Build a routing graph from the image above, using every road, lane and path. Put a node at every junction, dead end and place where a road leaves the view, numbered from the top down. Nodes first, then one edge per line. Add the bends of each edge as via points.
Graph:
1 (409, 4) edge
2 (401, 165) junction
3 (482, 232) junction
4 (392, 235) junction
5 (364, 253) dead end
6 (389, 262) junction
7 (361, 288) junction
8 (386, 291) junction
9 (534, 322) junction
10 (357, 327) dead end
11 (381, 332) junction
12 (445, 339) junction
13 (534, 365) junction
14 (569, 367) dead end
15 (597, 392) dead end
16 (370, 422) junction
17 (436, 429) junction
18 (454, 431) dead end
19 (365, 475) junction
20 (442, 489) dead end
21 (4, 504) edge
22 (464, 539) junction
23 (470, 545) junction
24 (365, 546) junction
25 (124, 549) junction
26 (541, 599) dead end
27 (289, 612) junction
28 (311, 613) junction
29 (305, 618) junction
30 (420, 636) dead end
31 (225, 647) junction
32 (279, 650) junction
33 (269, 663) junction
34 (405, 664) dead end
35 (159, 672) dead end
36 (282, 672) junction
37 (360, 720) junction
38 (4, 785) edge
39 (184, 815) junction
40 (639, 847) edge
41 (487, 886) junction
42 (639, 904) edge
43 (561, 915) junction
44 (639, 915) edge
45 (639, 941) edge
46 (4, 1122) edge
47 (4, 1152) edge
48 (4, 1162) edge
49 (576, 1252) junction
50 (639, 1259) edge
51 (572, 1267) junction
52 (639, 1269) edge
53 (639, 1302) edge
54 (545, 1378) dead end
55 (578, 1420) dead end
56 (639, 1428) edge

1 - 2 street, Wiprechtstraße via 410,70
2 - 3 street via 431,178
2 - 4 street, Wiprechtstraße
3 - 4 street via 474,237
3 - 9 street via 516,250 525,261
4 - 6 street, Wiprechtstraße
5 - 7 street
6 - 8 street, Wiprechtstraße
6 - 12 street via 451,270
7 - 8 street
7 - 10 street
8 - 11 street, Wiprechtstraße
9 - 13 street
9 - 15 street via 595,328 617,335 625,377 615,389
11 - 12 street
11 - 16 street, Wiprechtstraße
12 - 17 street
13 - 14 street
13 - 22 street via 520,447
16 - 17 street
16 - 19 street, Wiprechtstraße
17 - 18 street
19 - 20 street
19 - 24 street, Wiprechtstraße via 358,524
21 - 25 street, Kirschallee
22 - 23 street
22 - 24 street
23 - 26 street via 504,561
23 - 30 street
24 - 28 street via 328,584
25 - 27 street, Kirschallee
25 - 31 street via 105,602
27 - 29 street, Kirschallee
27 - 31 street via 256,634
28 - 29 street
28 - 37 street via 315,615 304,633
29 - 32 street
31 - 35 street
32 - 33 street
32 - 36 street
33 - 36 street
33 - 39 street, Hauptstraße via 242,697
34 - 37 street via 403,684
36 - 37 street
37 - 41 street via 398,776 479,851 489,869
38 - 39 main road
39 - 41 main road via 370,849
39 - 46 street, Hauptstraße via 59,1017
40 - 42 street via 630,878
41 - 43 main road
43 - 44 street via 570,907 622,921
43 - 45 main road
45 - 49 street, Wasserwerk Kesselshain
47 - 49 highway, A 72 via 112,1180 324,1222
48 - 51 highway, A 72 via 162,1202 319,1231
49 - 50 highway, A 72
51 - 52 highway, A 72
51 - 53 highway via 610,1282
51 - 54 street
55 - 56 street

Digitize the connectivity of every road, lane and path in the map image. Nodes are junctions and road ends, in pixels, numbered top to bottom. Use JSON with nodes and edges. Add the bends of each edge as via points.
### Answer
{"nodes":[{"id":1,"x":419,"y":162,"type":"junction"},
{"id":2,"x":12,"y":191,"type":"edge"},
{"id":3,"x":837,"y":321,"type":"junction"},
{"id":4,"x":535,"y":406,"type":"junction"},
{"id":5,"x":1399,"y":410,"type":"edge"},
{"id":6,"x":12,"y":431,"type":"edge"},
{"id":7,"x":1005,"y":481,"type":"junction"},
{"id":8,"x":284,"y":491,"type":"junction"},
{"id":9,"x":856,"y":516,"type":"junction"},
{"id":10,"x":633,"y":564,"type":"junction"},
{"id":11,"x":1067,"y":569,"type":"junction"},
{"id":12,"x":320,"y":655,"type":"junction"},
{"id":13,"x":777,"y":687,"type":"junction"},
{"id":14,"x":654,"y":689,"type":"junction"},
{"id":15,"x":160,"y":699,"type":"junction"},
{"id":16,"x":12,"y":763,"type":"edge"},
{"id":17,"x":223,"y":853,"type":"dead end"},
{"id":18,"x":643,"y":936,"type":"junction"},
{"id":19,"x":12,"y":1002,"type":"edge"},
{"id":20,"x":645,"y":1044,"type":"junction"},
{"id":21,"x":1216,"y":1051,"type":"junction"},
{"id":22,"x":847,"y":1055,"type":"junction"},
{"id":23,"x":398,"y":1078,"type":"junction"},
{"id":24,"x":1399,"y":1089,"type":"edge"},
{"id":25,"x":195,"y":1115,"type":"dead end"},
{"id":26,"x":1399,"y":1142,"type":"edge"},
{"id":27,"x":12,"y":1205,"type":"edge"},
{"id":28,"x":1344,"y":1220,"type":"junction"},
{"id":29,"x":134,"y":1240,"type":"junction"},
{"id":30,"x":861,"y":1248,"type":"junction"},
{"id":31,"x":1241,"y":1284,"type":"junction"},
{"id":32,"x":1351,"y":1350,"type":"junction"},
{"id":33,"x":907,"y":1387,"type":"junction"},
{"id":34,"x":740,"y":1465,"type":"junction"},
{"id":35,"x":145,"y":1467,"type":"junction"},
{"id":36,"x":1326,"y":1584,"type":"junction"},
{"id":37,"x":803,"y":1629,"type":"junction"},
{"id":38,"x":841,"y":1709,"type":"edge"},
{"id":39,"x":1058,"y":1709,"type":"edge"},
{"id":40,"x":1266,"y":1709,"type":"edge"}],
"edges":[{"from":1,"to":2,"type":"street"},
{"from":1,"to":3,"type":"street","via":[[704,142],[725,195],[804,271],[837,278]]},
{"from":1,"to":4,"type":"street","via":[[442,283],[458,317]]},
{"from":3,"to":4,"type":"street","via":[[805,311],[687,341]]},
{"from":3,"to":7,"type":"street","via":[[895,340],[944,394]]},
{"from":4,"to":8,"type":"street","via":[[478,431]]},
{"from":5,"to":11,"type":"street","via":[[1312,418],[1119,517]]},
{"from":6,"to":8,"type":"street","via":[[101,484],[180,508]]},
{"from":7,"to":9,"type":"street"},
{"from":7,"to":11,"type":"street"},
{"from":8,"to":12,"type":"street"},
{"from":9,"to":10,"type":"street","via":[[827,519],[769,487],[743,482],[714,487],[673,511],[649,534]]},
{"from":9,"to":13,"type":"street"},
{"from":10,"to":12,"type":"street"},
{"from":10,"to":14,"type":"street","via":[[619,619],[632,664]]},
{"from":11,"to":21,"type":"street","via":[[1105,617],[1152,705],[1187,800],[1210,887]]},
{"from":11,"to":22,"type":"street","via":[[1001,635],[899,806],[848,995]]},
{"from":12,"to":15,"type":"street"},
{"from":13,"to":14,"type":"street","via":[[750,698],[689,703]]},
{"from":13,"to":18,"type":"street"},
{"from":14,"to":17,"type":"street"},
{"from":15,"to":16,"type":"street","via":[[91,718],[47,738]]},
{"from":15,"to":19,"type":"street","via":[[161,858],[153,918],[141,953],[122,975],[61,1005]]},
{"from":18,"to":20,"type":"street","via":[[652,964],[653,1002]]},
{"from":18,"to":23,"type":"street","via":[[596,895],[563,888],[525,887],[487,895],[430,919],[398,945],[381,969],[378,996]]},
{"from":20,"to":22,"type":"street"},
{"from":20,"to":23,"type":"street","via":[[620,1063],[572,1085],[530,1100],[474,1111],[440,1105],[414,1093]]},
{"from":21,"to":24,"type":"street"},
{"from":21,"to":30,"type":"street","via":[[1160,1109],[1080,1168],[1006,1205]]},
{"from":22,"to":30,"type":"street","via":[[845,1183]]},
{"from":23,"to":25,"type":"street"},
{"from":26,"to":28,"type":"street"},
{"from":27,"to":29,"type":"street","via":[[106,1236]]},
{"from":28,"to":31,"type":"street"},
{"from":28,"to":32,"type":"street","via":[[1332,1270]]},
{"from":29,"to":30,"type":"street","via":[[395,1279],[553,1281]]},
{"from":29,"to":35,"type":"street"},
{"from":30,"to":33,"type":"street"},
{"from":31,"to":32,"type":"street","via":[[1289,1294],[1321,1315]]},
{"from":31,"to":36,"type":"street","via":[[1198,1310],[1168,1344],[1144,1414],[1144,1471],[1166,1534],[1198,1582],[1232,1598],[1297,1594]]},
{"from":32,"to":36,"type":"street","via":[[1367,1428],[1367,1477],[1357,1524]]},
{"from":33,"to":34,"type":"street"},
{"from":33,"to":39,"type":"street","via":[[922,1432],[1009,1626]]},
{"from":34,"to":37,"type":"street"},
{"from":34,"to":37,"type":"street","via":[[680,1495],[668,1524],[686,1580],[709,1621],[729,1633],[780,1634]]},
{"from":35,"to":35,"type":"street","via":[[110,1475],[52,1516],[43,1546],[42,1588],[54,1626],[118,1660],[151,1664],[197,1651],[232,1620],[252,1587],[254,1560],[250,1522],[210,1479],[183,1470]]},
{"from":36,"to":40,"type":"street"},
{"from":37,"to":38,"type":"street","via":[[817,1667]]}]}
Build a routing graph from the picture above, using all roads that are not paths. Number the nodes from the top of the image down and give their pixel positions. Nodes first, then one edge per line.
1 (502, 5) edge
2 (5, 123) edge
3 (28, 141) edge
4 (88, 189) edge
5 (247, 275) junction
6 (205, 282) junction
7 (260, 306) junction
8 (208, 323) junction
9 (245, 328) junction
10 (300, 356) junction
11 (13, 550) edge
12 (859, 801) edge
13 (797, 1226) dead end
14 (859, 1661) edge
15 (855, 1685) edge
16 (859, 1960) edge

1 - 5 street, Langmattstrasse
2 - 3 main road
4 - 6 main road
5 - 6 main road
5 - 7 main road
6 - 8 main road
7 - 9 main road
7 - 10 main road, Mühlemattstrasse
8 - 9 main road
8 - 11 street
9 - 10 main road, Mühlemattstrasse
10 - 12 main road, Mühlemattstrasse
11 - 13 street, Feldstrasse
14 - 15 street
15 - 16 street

### TASK STATEMENT:
Please filter the entries above down to the lines holding "highway" and copy them.

### ANSWER SECTION:
47 - 49 highway, A 72 via 112,1180 324,1222
48 - 51 highway, A 72 via 162,1202 319,1231
49 - 50 highway, A 72
51 - 52 highway, A 72
51 - 53 highway via 610,1282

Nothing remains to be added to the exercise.